YOUR ASSIGNMENT:
Go through the records and copy each line where the string "main" occurs.

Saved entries

::::::::

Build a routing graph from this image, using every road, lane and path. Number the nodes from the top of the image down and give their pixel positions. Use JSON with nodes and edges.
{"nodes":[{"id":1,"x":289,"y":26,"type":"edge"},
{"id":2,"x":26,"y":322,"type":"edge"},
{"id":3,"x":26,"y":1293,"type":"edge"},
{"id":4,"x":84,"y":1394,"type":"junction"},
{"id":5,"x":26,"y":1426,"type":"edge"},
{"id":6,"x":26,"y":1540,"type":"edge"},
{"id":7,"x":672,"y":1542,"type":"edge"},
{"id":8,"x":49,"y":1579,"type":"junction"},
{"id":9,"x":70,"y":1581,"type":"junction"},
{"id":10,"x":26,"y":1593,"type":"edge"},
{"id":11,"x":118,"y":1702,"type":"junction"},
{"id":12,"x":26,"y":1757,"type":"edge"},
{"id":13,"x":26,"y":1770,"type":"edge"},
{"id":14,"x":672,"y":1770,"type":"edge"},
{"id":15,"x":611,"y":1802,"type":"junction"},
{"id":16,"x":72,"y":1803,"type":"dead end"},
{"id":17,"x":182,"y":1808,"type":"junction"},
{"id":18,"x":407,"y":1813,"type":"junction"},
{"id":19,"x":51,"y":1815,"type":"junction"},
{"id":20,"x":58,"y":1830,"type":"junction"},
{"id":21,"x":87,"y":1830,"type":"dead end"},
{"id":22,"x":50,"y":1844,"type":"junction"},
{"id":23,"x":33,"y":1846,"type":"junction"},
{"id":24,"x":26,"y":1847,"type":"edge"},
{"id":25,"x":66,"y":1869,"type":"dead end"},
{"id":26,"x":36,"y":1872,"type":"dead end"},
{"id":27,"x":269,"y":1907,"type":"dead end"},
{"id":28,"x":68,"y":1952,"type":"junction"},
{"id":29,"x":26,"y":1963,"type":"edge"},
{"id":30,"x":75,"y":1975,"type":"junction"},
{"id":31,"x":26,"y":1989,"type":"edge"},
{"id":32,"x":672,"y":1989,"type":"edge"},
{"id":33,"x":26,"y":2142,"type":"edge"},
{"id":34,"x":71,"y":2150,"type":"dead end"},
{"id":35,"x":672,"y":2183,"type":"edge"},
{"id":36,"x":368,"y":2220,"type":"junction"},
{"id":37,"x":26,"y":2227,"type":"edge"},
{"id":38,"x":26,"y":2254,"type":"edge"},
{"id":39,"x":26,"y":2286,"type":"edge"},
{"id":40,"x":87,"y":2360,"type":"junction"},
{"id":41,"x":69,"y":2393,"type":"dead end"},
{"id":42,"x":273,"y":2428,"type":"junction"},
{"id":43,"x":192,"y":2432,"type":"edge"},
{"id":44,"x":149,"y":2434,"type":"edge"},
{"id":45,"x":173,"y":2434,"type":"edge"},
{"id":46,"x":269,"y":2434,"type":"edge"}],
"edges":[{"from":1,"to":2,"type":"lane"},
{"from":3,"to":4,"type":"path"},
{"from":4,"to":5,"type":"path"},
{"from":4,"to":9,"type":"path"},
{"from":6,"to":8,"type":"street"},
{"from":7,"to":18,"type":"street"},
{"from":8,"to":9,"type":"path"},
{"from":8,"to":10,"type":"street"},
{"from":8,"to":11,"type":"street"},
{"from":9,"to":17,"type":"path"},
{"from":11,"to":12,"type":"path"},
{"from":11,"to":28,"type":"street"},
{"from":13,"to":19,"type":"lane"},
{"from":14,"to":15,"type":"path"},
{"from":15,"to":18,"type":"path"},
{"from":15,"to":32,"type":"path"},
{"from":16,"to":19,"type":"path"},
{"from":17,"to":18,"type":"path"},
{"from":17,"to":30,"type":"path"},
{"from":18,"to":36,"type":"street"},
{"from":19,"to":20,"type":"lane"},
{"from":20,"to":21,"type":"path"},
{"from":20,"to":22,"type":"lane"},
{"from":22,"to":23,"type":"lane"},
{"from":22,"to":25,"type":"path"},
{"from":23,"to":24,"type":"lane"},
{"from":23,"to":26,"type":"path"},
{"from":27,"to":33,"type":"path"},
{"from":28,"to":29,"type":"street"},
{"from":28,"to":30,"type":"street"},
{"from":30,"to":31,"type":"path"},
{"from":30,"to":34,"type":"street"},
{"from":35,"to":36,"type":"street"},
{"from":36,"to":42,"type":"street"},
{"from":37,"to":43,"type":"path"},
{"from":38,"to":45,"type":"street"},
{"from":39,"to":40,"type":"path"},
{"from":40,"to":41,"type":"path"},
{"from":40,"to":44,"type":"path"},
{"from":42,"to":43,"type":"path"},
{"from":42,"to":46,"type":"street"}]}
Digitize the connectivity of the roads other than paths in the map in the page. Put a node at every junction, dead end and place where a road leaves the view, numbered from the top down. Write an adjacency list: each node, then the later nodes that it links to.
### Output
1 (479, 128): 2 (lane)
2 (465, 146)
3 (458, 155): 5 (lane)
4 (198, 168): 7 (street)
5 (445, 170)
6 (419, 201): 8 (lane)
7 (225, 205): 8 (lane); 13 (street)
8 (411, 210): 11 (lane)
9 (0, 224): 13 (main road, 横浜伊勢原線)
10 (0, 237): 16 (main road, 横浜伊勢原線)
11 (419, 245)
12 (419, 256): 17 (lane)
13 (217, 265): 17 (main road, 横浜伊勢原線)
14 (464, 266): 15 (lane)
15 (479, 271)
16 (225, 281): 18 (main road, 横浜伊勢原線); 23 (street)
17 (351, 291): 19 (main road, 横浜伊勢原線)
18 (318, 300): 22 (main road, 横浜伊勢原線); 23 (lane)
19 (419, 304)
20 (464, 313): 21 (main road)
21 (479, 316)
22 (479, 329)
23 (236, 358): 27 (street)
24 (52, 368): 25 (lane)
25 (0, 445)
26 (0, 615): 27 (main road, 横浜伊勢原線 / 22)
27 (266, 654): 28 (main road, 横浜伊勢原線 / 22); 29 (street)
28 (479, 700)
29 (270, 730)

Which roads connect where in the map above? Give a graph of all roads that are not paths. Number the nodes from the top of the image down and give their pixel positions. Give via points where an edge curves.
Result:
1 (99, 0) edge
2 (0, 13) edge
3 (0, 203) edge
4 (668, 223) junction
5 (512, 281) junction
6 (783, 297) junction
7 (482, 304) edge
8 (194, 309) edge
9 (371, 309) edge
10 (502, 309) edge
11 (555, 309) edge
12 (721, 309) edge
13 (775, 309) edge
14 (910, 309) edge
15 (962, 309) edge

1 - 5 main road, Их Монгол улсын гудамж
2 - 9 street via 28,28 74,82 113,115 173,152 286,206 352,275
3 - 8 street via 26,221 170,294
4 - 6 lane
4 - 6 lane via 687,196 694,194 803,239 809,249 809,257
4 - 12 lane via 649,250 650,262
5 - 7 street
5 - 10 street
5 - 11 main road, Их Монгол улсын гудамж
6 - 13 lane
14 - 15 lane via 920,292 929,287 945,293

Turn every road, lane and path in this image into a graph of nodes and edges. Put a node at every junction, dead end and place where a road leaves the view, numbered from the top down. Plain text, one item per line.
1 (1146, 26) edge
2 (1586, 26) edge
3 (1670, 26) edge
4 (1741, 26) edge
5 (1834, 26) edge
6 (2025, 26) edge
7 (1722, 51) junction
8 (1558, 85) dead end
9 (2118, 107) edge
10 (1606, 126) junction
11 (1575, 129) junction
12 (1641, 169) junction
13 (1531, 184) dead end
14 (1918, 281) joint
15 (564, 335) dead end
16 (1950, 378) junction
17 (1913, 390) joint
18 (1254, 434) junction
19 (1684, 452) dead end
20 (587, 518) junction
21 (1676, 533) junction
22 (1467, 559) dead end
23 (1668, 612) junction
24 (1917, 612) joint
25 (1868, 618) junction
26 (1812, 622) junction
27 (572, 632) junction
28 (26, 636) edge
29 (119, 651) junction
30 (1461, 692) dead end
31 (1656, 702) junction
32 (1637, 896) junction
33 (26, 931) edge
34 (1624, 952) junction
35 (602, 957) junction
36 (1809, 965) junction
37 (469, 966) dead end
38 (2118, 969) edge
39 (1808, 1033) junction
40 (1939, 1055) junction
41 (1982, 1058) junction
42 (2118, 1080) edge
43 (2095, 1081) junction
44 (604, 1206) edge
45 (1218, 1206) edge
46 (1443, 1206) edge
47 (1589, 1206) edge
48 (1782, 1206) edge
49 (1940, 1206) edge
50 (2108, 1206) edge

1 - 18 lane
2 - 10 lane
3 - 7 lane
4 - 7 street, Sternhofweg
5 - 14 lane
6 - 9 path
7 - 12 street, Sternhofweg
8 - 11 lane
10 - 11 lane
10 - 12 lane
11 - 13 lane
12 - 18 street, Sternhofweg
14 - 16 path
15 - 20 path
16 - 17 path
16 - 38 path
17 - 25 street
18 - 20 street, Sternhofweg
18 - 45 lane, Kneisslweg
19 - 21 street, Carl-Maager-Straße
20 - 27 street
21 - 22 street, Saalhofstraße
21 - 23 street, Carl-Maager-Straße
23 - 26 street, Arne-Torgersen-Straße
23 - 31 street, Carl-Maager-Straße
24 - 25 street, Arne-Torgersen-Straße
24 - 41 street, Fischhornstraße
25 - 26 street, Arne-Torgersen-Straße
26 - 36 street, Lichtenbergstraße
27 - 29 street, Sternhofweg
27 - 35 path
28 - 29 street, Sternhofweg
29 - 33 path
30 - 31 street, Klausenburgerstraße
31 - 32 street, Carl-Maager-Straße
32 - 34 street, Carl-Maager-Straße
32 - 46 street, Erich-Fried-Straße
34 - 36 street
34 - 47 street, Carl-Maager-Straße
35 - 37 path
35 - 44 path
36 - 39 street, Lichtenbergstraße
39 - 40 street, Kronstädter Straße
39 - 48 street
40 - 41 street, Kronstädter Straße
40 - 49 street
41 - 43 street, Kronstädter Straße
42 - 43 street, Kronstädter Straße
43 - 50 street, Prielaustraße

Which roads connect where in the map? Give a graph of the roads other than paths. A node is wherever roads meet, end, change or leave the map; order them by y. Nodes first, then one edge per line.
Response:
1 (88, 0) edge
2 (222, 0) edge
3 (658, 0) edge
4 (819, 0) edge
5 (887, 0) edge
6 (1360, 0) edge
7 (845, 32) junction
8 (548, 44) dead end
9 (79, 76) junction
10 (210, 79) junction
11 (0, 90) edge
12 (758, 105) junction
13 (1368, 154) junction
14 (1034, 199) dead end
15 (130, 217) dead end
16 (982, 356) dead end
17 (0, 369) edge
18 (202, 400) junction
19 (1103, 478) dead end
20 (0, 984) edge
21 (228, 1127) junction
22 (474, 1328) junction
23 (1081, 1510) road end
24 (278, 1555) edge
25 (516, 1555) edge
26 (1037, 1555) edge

::::::::

EXPECTED ANSWER:
9 (0, 224): 13 (main road, 横浜伊勢原線)
10 (0, 237): 16 (main road, 横浜伊勢原線)
13 (217, 265): 17 (main road, 横浜伊勢原線)
16 (225, 281): 18 (main road, 横浜伊勢原線); 23 (street)
17 (351, 291): 19 (main road, 横浜伊勢原線)
18 (318, 300): 22 (main road, 横浜伊勢原線); 23 (lane)
20 (464, 313): 21 (main road)
26 (0, 615): 27 (main road, 横浜伊勢原線 / 22)
27 (266, 654): 28 (main road, 横浜伊勢原線 / 22); 29 (street)
1 - 5 main road, Их Монгол улсын гудамж
5 - 11 main road, Их Монгол улсын гудамж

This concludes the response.